All of the above understanding is based on responses generated by AI; please point out any inaccuracies if present.

GPU: RTX 3080

Additionally, I have another question: is there any difference in the achievable L2 bandwidth when using the cp.async.cg instruction to copy data from L2 to shared memory compared to directly using ld instructions to access L2(Assume no cache hit on L1)?

Robert and Greg know the details about the internal architecture in more detail than me.

You can use Nsight Compute to measure the current cache hit rates and achieved throughput compared to the maximum possible.

If you want to get maximum L2 throughput, you should read sectors of 32 bytes or probably slightly better (as they share tags) full cache lines of 128 bytes at the same time. The L1 cache will compensate to a certain degree for non-optimal accesses.
[corrected the sizes according to Nanodeoclus’ mesasge]

If each element is a 512 bytes block, then this line
data_b <- B[warp_id][i]
for a single i reads 512 bytes?

How is it distributed on the threads of the warp?

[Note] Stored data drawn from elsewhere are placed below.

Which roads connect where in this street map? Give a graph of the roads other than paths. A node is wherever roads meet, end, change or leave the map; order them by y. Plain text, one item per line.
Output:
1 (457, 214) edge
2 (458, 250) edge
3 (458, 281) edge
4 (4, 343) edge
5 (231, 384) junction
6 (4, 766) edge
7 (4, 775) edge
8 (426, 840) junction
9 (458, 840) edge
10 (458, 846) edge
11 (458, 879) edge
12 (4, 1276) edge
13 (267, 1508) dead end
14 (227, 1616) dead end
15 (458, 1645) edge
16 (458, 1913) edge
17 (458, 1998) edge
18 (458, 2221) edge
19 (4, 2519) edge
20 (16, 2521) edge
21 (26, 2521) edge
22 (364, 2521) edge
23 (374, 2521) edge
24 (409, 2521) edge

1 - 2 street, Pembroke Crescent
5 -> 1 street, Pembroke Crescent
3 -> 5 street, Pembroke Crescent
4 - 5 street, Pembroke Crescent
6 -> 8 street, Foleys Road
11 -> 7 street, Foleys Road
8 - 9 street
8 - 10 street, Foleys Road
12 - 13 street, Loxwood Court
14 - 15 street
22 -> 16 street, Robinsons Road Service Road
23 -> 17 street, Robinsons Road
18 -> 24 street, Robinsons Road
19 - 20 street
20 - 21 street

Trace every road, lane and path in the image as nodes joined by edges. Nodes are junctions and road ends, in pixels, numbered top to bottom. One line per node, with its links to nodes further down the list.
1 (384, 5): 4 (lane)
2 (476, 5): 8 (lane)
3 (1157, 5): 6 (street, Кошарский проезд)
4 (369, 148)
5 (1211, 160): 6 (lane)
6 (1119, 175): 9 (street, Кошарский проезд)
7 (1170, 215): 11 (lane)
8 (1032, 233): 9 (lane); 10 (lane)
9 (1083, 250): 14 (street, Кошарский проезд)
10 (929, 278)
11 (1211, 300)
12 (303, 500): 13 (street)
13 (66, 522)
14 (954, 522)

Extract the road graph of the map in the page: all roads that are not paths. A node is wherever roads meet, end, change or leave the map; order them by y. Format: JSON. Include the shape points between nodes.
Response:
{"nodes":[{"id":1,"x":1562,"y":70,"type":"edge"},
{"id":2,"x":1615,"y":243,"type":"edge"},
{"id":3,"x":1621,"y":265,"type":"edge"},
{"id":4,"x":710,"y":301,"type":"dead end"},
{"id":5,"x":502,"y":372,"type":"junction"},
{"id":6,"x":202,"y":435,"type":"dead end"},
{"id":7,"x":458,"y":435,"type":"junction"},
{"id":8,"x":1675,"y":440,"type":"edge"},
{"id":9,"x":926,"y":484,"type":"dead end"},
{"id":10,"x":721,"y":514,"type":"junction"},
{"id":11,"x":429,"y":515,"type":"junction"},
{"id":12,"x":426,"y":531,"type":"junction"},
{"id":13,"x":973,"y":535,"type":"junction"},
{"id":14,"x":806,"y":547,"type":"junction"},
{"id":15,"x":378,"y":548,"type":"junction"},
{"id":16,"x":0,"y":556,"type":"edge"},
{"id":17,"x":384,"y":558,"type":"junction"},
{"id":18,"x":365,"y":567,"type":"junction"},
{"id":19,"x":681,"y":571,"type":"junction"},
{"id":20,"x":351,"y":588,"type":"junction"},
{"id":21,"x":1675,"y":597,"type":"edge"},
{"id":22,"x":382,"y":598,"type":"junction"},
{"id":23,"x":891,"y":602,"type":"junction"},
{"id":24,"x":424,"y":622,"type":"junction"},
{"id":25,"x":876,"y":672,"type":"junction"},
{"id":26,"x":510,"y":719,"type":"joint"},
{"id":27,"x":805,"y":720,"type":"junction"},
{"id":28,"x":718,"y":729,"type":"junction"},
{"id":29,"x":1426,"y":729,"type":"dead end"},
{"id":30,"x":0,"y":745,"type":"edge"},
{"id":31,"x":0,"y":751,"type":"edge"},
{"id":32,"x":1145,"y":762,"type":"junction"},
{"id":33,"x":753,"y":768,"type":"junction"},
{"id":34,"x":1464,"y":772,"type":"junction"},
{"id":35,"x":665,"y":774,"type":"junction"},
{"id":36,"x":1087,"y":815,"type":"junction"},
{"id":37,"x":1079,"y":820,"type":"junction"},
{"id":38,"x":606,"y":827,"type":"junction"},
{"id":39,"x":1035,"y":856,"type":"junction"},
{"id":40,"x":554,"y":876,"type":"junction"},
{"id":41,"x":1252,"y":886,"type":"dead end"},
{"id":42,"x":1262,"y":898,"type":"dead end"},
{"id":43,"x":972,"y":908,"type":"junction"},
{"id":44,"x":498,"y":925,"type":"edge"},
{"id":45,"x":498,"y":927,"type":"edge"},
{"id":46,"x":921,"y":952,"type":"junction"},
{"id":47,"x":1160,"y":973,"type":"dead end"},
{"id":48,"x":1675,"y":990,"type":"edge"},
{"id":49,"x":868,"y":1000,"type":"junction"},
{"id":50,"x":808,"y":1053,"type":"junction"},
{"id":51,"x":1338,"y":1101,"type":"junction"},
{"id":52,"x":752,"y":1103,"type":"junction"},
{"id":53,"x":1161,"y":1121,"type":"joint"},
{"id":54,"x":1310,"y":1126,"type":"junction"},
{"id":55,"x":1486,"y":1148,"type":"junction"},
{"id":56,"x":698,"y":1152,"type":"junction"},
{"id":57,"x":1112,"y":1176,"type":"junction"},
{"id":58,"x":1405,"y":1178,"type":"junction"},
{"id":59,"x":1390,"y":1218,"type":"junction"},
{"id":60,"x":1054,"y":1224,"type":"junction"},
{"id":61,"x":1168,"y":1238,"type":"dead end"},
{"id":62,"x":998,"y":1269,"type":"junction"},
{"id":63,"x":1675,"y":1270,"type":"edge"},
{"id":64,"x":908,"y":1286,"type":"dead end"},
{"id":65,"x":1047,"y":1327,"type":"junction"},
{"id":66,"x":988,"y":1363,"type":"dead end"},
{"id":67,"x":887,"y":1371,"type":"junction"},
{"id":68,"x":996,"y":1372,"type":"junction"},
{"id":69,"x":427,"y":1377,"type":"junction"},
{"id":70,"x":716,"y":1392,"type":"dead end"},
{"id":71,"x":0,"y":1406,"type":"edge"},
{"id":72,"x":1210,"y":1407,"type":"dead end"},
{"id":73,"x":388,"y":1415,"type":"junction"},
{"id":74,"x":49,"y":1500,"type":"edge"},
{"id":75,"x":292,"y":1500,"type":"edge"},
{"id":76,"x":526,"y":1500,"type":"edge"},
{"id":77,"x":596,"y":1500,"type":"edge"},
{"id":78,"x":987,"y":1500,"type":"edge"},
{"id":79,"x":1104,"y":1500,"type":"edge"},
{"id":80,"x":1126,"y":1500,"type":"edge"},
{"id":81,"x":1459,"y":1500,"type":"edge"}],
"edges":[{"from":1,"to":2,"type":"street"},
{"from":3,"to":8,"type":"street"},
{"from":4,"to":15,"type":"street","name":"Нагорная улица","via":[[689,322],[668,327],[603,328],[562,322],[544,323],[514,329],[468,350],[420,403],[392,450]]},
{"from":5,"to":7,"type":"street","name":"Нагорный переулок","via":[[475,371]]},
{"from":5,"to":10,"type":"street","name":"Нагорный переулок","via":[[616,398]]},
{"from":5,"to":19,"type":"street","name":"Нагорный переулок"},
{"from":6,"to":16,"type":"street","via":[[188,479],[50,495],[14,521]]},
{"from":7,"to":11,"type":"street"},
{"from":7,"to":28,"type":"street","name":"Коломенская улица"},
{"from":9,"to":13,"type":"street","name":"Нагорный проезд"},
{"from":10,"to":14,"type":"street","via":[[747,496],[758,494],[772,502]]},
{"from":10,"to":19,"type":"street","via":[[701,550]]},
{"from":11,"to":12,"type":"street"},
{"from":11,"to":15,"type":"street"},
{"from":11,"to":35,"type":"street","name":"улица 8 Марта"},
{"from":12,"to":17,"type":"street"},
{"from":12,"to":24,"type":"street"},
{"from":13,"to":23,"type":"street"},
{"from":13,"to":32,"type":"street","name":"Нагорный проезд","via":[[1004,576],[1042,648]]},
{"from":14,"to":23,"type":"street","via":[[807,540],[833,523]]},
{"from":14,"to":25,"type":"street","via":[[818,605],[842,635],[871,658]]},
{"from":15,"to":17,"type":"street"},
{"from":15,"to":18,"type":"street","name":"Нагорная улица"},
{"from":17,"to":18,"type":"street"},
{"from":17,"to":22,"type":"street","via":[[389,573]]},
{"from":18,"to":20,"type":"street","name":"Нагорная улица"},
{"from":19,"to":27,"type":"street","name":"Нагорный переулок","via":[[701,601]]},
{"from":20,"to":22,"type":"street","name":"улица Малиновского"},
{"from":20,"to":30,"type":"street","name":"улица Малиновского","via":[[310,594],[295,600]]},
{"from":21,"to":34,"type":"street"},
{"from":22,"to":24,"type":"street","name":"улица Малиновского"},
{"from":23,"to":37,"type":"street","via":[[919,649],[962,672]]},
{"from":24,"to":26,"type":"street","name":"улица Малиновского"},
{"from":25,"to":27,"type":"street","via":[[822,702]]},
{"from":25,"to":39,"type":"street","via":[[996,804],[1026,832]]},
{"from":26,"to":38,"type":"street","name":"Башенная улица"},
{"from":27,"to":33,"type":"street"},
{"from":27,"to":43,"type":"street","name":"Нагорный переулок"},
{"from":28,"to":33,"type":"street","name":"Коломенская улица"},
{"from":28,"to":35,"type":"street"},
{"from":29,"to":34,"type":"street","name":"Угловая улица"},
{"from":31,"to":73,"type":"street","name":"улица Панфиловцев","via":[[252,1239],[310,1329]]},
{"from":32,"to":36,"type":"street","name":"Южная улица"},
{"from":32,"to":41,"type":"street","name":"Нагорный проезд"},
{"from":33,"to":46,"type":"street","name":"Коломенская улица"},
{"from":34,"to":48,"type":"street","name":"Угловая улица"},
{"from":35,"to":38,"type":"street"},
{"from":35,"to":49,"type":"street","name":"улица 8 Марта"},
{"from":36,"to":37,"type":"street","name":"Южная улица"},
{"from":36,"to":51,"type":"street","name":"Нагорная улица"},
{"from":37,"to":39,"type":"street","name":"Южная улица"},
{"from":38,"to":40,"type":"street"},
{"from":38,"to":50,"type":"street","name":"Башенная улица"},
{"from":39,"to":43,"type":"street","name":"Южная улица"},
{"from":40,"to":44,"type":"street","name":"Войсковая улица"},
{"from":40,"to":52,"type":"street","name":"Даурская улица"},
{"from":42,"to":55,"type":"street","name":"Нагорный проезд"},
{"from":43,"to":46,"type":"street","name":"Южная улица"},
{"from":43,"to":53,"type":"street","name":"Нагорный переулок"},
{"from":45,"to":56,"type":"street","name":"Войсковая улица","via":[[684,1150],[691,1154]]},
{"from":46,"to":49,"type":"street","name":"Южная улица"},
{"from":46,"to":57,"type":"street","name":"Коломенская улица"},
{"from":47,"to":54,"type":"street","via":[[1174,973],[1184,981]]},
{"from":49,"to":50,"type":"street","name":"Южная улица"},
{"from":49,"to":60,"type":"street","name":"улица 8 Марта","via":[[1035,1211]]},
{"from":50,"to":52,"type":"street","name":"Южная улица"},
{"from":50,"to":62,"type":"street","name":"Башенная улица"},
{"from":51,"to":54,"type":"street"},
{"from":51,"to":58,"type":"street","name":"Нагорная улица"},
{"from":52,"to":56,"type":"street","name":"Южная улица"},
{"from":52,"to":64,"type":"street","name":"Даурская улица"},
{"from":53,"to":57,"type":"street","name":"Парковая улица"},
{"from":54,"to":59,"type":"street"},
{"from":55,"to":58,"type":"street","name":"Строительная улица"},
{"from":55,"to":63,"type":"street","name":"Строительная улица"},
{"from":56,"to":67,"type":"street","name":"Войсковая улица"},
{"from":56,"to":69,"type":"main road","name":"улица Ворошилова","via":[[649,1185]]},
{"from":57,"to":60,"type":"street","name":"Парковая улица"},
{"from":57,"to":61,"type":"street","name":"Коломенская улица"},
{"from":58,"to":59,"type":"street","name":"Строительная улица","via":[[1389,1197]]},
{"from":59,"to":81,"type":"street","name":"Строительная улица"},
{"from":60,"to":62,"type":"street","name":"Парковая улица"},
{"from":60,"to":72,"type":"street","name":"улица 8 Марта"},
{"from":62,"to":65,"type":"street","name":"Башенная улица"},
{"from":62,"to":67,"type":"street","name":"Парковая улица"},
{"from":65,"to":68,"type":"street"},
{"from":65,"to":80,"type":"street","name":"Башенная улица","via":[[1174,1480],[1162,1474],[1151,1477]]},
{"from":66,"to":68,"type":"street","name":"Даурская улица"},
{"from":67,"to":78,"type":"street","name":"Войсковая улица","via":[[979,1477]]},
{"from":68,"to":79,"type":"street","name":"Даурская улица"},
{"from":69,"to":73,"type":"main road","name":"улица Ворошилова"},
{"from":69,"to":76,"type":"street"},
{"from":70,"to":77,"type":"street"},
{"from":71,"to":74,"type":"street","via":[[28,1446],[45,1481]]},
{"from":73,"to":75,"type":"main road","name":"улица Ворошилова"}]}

Each threads reads 128 bits (e.g. uint4 or float4)?

I would guess that your program will exhibit nearly optimal performance from the start and that there will be little you can do to improve L2 performance more (talking about small single-digit percentages perhaps).

As long as your LD/ST (Load Store) units in the SM are not fully occupied.
cp.async.cg probably won’t give an improvement.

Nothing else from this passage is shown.